And to be frank, anything with a fan is gonna make noise. Not because it has to, but because the manufacturers are too cheap to actually use the quiet fans. I know of fans that are many times more powerful than the ones commonly used in a PC and yet they make less noise than your average powerpack will make (You know the buzz noise from the electric?).

Reliability? Hrm, my 1.2Ghz Athlon server can go blow for blow with my P-133 and P-120 computers. Many months of uptime, usually downtime is caused by a powercut or something. I bought it when it was /the/ best you could get, which must have been at least 2 years ago, and in that time downtime has been caused by powerfailure (twice), harddrive failure (once), and the PSU fan failed a week later. But the hardware itself has been fairly rock solid...

I guess I may have been lucky, or you have been unlucky, who knows. In general PCs are unreliable cause they're "cheap" hardware. But you can pretty much get 6+ months out of a PC. In some cases you'd  best  a year or so.

Anyway, I'll take your saying so as proof in the future, since you run gentoo boxes on 32meg... Like I said, I'm just going from the Gentoo install guide which says using /64 meg/ was a tad slow and crazy...

although it was a 486 CPU too  :Twisted Evil: 

Anyhow, don't really let me disuade you! Go for it!

----------

## fatcat.00

I have a Celeron 433 w/128MB running my Gentoo firewall.  I am also running DHCP and DNS on it, listening only on the inside interface, so sorry hackers  :Razz: 

I have only two interfaces in the box right now, but am probably going to add a third so I can run a DMZ.  I want to host a web server and DNS server for my domains eventually.

I think 32MB is too tight to run a Gentoo box...yes it runs perfectly well, but compiling apps is PAINFUL!.  Spring for more RAM, you will be happier in the long run.  RAM is soooo cheap anyway.

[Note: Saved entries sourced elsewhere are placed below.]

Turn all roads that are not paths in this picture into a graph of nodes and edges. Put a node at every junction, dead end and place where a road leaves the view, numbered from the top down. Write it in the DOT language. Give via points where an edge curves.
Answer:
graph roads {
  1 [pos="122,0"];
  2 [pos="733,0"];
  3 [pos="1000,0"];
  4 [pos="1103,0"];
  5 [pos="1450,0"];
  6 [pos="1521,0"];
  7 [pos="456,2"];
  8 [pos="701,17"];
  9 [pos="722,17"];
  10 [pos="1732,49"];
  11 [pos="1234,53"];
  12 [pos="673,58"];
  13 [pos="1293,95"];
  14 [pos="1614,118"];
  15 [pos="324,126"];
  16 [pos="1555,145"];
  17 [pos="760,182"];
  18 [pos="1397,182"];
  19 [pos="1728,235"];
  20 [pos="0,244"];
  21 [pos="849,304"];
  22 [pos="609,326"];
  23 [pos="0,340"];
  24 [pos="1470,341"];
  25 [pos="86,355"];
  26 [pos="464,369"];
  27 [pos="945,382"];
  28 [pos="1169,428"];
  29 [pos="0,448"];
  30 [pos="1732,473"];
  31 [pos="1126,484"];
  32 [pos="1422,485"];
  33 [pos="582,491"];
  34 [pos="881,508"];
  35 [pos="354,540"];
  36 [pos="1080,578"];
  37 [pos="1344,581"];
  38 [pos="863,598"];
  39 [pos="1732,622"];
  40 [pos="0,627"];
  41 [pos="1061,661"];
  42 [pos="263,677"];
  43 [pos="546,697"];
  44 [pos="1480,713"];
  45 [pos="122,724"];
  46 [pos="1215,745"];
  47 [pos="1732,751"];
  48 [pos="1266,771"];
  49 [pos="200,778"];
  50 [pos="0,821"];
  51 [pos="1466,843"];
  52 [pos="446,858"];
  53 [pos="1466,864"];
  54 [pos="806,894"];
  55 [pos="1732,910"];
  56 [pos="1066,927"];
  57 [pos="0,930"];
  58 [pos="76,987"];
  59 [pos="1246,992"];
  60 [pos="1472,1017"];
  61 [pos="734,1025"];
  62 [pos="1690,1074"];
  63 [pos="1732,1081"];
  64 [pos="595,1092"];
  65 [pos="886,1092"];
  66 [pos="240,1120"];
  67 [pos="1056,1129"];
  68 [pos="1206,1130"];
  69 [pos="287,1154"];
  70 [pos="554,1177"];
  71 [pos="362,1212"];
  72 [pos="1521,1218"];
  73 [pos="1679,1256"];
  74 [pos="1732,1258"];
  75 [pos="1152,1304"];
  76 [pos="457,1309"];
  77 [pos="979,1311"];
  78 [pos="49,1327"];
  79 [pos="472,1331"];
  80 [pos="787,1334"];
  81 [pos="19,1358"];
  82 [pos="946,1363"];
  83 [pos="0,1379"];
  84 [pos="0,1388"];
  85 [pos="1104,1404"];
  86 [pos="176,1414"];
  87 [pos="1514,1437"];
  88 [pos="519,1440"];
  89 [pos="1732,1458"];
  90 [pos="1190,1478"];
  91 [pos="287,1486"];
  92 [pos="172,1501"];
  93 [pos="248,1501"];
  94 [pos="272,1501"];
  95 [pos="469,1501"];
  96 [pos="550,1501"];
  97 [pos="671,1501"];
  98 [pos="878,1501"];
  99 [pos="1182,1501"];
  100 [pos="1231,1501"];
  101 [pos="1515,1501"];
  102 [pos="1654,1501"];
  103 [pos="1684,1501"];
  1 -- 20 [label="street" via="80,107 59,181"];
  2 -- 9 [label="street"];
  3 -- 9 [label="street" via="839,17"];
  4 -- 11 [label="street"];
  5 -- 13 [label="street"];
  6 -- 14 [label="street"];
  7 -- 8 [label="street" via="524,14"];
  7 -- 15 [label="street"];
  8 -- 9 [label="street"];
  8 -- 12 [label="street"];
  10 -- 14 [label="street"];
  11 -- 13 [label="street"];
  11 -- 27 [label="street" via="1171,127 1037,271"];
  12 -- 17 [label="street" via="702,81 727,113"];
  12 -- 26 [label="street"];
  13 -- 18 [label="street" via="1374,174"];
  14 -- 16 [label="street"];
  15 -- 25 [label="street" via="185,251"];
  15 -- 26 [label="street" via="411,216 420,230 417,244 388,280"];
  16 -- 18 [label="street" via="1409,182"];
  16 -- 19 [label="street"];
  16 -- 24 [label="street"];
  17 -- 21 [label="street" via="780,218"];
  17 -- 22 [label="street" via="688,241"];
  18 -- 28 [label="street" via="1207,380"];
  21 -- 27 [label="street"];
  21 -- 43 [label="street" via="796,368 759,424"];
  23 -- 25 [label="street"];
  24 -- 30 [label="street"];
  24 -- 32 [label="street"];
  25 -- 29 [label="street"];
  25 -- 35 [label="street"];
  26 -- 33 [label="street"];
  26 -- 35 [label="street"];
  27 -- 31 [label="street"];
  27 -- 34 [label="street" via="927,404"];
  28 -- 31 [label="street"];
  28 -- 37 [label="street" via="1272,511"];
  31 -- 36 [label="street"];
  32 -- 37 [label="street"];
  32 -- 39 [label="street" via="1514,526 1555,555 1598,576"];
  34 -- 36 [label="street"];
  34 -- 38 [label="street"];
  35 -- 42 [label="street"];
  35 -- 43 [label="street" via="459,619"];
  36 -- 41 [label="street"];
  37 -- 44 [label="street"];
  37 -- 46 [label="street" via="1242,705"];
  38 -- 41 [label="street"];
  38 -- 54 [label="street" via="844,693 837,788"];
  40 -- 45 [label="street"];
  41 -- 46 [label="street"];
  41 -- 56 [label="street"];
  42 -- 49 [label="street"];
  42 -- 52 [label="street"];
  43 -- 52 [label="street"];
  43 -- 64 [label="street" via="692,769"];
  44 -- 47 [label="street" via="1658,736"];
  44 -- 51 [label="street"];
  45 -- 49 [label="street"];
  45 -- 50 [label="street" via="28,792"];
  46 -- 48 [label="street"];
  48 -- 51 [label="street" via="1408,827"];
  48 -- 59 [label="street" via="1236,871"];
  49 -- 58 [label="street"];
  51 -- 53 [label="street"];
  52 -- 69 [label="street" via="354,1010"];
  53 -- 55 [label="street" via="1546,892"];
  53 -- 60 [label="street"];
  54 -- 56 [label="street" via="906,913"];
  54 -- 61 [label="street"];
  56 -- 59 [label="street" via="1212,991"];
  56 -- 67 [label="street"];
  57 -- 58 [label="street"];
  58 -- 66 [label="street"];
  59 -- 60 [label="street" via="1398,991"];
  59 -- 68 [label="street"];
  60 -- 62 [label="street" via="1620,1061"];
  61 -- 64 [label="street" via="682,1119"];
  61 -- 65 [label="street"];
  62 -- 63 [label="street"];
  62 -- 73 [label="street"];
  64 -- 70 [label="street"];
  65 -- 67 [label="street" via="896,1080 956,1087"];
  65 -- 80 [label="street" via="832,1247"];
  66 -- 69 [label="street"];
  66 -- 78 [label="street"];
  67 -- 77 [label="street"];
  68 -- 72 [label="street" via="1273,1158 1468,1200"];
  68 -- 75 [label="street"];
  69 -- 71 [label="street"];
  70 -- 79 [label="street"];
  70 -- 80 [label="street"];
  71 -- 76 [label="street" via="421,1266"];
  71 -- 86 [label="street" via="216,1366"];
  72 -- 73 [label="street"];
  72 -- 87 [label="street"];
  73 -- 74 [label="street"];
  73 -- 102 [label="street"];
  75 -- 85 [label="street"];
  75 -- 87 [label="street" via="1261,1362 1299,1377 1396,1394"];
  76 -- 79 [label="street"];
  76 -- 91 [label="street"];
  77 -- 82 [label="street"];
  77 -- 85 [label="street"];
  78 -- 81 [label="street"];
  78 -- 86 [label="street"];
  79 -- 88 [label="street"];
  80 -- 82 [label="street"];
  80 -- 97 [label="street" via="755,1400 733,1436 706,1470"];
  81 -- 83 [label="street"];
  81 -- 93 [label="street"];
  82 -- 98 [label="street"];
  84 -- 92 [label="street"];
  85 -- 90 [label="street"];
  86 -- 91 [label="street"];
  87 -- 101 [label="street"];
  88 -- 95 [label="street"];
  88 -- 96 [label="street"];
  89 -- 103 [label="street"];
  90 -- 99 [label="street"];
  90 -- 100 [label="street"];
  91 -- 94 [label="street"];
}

On the wireless thing, call me paranoid but most 802.11b WAPs are ridiculously simple to crack, and the traffic is even simpler to sniff.  I don't even want to mention wardriving...

Get a WAP with some decent security features if you can.  You might pay a little more, but to me its worth it.

Good Luck!

----------

## Marajin

I have a WAP that's 802.11g compat but I'm running on 802.11b at the moment...

I'm using 128bit WEP but that's about it. However in my local area most people don't even know how to turn a computer on, let alone even contemplate sniffing traffic or cracking into my WAP

----------

## uzik

 *BennyP wrote:*   

> I'll be moving into my new home soon, and I want to network the computers with gentoo. I know a place in the suburbs that sells 200mhz/32mb/1-2g machines for insanely cheap so i'm going to pick one up and load it full of NICS to use as a gentoo based broadband router.
> 
> As of right now I have 3 boxes in my house:
> 
> 1) P1 200/32MB/2G oldskool box that belongs to my mom with one One PCI/ISA slot (NIC right now) and another ISA slot
> ...

 

Wireless was pretty good for a friend. He bought a linksys

for his dsl and likes it.

for my NAT box I use a junky pentium 2 133 mhz machine

with 32 meg of ram and the menu driven software from

www.freesco.org. I use it with a cable modem. This box

can also be a dial up server and print server for your

network if you choose.

for my web server I use gentoo and I installed Samba so

my wife could access the web site html files from her windows

box.

----------

## quag7

I would note that there are a lot of options for cheap boxes on ebay.  I was able to get a P2-400 box with a 6 gig SCSI hard drive, 192 MB of RAM, 16 MB S3 Video and onboard sound for $100 + $25 shipping.  And this is a Compaq Deskpro, the sort of sturdy corporate model.  I have FreeBSD on it now, but you could definitely run Gentoo nicely on that even as a desktop, never mind a router.  But even for a router, that's cheap.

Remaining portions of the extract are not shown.